§ Task objective: Whenever the word "joint" turns up in a line of the data below, copy that line.

§ Material supplied:
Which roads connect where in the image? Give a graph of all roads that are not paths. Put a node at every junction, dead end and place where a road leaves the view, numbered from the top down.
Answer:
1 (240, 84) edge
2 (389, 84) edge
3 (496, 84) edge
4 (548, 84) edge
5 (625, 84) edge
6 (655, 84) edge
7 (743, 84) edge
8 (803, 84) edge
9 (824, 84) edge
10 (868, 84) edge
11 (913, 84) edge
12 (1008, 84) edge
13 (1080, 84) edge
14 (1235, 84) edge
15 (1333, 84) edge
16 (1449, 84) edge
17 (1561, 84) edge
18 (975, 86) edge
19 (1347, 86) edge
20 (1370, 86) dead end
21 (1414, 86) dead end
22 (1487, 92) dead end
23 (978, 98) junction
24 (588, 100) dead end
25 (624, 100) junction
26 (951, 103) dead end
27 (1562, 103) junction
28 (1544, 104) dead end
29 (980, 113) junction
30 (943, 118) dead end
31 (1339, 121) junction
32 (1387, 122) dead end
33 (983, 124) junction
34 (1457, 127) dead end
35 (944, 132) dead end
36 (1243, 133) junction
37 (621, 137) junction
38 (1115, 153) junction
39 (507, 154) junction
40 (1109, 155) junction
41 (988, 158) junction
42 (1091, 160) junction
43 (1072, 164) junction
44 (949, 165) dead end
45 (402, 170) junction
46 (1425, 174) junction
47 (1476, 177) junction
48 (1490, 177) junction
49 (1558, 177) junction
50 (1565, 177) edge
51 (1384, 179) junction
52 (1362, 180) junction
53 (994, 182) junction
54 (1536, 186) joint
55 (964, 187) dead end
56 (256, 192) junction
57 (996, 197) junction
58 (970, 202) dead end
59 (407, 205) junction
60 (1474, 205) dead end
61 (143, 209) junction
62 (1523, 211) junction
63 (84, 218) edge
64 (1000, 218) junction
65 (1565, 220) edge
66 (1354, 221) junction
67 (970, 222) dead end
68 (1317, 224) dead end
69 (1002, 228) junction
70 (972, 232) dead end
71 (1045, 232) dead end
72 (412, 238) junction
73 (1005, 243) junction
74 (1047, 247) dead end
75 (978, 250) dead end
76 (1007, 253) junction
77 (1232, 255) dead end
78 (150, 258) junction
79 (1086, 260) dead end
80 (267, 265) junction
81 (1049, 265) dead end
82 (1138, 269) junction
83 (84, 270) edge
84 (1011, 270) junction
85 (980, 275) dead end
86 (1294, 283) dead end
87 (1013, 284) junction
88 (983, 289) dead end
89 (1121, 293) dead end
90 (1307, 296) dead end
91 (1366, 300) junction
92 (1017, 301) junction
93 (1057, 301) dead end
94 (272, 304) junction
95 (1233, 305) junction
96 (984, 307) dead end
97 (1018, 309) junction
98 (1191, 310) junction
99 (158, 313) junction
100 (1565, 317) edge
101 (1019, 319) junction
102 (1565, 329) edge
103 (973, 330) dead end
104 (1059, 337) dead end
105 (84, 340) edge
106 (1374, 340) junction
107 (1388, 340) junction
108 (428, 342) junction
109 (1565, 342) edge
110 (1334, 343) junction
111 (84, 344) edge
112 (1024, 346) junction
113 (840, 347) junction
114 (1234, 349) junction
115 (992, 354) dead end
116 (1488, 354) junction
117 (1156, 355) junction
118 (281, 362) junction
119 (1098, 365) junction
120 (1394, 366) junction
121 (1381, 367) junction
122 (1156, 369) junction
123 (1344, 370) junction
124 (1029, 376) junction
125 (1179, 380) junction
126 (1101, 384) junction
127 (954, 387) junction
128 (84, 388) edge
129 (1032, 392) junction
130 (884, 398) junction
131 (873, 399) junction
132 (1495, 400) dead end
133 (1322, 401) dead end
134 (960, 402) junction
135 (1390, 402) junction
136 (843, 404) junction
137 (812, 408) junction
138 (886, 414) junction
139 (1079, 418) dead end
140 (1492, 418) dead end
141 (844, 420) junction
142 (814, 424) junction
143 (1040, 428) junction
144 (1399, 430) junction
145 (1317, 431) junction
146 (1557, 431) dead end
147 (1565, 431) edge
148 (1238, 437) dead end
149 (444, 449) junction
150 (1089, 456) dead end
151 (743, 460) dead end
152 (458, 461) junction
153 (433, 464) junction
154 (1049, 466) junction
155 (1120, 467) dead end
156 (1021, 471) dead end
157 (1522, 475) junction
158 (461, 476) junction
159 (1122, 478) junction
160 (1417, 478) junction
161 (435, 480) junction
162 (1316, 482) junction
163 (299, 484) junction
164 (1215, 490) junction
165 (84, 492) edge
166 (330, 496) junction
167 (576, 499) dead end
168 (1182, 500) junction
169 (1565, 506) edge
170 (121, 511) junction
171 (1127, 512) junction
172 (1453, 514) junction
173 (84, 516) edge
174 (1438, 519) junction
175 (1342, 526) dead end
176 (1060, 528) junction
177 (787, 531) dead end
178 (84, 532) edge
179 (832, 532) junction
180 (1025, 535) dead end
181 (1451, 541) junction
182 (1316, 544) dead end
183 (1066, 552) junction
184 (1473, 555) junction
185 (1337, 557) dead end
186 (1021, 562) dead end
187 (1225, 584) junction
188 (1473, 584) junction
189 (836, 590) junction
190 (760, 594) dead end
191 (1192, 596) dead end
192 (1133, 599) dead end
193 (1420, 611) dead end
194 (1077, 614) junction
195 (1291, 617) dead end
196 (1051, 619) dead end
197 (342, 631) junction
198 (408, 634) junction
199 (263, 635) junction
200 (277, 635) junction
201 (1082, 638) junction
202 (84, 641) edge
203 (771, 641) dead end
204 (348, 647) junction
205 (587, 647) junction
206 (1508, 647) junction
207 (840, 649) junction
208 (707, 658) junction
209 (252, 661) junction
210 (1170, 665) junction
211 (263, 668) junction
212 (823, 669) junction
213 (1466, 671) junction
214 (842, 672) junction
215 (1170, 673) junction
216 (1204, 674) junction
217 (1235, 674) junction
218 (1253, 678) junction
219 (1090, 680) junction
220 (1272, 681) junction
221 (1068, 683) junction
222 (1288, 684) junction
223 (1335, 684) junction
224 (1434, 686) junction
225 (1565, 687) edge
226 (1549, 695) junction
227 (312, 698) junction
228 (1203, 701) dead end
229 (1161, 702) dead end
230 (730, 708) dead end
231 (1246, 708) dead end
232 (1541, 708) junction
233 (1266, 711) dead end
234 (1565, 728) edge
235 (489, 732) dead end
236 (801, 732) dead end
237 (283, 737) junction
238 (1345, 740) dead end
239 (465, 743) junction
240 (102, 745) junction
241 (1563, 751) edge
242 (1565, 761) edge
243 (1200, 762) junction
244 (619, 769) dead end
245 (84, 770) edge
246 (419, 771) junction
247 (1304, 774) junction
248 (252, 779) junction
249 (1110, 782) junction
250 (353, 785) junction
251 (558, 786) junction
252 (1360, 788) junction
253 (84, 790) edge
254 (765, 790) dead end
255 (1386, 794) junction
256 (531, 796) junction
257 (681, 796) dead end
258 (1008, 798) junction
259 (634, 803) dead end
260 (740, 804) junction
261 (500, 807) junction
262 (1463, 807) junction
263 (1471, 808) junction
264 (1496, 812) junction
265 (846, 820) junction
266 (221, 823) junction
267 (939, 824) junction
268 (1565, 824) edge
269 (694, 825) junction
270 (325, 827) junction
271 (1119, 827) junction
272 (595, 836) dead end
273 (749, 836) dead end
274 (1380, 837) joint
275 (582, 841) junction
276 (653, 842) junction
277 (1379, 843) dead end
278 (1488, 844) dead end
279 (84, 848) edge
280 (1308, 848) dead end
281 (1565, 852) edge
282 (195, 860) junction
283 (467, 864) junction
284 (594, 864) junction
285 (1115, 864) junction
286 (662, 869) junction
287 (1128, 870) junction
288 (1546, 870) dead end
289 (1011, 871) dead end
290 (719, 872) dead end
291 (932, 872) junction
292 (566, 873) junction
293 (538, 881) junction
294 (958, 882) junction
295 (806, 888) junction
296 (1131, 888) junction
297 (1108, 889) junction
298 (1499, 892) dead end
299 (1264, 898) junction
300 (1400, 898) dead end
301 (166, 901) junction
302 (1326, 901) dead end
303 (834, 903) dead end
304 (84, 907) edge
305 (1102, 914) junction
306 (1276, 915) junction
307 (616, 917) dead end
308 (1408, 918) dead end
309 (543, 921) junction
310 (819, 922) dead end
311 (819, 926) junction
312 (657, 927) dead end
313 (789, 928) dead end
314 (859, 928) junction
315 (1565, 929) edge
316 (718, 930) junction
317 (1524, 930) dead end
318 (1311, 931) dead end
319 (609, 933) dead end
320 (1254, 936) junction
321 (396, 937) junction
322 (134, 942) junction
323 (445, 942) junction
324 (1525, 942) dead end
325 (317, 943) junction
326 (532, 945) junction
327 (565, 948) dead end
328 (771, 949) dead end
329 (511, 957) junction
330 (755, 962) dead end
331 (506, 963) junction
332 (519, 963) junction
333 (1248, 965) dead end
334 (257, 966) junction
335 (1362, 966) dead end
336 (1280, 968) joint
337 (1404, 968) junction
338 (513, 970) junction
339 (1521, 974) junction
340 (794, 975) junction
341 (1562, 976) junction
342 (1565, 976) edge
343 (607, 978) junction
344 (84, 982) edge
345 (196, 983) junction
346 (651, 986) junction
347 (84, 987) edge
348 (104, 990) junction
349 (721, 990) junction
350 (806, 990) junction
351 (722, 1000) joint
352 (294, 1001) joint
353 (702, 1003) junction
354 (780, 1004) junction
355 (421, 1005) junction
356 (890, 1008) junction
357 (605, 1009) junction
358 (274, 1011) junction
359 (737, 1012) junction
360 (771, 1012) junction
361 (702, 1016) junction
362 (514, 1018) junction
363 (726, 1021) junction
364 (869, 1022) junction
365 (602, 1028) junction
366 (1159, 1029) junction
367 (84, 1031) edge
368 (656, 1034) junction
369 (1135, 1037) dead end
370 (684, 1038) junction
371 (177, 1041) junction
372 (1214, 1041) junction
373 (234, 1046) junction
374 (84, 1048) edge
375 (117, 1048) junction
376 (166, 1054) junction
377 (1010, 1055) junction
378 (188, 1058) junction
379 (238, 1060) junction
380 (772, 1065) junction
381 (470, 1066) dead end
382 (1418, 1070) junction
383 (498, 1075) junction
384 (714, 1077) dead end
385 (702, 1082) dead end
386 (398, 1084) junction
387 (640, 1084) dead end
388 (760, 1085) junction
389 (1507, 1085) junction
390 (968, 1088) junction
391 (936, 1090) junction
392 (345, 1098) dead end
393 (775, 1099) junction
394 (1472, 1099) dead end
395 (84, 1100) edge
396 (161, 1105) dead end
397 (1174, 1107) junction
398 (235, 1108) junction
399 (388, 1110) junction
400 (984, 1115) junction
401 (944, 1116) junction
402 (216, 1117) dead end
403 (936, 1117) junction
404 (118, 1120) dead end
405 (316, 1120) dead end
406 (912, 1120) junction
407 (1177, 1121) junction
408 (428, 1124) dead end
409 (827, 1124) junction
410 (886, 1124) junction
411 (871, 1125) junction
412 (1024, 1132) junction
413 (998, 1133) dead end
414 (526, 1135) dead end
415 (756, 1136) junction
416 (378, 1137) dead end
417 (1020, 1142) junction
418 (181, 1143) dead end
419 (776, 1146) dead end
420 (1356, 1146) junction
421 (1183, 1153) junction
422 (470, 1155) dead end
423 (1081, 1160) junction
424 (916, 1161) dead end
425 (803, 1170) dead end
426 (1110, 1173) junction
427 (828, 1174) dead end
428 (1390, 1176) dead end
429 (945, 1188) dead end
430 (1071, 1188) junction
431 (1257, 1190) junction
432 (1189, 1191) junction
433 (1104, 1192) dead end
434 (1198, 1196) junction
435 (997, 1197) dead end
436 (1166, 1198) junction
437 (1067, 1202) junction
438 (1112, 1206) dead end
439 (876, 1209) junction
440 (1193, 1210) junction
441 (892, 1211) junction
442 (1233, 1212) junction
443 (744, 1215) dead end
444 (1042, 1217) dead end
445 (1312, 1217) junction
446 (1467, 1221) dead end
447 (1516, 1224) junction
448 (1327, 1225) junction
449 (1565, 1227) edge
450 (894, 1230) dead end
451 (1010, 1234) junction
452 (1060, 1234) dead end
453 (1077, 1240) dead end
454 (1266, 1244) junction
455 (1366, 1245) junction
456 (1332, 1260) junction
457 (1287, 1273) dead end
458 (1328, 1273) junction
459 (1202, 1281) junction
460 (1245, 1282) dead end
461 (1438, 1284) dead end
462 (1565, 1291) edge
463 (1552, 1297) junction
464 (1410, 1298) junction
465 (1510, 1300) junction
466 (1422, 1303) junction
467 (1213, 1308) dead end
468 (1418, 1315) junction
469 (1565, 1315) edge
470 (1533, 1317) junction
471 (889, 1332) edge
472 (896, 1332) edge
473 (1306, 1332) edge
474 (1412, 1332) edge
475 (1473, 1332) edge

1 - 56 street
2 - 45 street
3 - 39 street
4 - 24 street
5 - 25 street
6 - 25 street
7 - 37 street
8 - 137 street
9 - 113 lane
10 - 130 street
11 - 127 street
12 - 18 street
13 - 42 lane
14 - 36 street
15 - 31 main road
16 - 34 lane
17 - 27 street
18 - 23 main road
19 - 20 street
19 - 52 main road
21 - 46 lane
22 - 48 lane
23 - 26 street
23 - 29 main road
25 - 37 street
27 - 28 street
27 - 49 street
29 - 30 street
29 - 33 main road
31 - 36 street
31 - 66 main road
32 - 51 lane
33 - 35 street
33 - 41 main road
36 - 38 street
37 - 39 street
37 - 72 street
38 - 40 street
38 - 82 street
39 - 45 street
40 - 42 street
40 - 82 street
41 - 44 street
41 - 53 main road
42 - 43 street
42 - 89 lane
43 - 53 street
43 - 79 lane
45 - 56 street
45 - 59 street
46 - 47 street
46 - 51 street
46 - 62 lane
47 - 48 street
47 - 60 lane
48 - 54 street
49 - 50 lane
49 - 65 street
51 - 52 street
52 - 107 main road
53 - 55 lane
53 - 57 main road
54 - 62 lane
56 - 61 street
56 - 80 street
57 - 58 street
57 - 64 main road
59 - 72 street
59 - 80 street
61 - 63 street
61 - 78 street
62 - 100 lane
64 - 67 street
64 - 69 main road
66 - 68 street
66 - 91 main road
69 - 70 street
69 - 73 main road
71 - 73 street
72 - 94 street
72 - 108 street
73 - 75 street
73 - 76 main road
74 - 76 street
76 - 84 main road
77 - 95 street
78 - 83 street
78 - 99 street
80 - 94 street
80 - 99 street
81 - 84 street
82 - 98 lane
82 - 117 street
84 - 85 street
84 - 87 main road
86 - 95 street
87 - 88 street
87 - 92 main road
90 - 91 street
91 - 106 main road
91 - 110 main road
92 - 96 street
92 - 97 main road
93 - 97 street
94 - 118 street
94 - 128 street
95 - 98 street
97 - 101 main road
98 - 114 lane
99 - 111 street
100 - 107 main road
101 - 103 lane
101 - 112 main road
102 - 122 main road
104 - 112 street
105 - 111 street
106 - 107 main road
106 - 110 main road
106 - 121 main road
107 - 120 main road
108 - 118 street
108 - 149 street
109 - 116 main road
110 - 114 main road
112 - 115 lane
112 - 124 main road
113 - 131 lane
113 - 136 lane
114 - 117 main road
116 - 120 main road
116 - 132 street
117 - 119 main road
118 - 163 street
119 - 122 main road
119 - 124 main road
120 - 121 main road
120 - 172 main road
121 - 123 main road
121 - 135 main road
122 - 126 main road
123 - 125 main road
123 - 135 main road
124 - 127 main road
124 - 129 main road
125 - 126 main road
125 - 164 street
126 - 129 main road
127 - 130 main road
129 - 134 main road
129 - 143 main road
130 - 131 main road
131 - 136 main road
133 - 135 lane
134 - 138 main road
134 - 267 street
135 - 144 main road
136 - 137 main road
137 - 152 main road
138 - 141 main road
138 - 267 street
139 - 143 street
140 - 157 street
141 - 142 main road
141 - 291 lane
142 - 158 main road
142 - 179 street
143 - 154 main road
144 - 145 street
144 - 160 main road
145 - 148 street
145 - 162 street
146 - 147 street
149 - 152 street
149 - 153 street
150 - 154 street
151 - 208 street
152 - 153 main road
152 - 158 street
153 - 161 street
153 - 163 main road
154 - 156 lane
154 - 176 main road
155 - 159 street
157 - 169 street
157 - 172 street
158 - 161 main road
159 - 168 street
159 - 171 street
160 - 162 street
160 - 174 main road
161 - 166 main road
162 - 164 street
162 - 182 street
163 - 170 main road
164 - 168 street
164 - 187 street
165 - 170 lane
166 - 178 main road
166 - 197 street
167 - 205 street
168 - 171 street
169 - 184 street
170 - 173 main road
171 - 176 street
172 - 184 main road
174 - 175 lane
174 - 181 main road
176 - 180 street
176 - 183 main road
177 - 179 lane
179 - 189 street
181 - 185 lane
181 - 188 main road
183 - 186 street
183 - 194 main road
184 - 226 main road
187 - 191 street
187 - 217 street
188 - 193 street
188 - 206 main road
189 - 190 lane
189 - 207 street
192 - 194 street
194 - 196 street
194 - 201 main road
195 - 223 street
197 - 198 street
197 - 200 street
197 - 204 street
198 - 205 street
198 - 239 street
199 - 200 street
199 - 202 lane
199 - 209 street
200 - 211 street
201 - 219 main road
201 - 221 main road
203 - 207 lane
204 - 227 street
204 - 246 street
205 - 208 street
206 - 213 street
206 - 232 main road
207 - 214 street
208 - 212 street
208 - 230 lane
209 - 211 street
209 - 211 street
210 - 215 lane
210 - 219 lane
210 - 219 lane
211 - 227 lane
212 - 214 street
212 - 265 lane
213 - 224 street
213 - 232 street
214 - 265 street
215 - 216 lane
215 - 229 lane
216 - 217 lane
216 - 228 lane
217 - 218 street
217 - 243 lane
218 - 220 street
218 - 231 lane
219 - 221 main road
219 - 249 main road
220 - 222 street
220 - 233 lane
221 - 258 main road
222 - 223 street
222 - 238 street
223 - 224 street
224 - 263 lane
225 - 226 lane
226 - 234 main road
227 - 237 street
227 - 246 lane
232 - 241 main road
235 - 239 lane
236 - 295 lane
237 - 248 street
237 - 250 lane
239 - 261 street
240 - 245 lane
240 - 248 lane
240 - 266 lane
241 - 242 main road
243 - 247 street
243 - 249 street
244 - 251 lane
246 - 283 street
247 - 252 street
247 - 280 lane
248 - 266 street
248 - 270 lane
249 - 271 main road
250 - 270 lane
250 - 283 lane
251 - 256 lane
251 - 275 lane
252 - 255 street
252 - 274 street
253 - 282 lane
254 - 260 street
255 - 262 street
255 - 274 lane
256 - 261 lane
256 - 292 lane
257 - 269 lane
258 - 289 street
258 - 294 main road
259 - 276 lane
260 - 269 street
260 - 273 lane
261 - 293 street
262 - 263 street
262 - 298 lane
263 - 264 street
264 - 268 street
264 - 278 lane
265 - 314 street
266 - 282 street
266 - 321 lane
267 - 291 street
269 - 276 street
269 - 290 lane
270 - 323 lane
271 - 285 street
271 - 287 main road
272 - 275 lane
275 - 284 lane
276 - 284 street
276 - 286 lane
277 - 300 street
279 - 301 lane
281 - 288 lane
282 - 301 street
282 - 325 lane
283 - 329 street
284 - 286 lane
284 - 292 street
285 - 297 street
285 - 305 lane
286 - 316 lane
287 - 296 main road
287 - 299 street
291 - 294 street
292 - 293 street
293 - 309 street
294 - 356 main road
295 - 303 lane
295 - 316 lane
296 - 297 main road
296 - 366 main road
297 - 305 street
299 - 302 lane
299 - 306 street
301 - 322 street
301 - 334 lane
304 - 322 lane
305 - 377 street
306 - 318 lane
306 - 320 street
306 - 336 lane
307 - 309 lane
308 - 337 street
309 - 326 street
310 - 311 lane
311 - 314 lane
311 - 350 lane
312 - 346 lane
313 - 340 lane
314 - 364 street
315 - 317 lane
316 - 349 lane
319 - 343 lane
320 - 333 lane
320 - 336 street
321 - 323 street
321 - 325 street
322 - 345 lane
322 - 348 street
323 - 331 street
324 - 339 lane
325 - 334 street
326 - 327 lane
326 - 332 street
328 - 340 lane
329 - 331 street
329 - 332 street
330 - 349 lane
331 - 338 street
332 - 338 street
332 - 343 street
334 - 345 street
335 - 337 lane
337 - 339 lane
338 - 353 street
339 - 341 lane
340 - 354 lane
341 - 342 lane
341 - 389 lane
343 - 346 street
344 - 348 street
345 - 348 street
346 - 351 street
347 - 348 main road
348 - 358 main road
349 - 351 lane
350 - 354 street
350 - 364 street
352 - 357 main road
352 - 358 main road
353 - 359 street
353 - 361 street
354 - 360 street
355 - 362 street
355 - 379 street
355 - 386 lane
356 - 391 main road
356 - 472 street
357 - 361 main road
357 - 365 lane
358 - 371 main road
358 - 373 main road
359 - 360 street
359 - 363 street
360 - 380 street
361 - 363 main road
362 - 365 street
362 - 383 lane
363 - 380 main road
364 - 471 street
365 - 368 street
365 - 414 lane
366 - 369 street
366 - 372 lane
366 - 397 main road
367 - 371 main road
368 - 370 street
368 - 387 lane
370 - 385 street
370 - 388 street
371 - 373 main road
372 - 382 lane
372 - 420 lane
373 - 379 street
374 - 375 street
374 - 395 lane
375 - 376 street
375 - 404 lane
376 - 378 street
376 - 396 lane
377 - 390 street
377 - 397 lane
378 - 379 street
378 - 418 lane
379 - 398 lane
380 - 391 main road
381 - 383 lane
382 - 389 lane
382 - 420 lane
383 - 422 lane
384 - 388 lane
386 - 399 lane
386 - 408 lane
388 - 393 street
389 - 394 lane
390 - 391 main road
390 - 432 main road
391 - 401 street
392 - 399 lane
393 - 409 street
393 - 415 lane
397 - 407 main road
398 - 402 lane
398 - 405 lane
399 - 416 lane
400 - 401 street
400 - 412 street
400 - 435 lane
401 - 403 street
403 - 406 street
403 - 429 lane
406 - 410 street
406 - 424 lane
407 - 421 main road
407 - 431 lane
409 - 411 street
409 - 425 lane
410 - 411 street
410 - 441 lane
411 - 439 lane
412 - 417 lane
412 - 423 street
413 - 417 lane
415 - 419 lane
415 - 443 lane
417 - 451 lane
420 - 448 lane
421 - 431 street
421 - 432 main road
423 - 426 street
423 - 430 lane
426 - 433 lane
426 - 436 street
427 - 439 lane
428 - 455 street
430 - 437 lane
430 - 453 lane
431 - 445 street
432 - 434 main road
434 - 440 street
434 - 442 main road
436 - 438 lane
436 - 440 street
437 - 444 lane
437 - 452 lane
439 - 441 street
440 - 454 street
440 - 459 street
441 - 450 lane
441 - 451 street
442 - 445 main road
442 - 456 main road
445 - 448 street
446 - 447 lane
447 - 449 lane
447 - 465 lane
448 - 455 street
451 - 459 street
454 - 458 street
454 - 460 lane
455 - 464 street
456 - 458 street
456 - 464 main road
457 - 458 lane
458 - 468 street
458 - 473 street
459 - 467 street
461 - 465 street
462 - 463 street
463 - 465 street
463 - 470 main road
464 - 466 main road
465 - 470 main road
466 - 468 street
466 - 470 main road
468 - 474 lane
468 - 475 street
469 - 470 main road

§ Answer section:
54 (1536, 186) joint
274 (1380, 837) joint
336 (1280, 968) joint
351 (722, 1000) joint
352 (294, 1001) joint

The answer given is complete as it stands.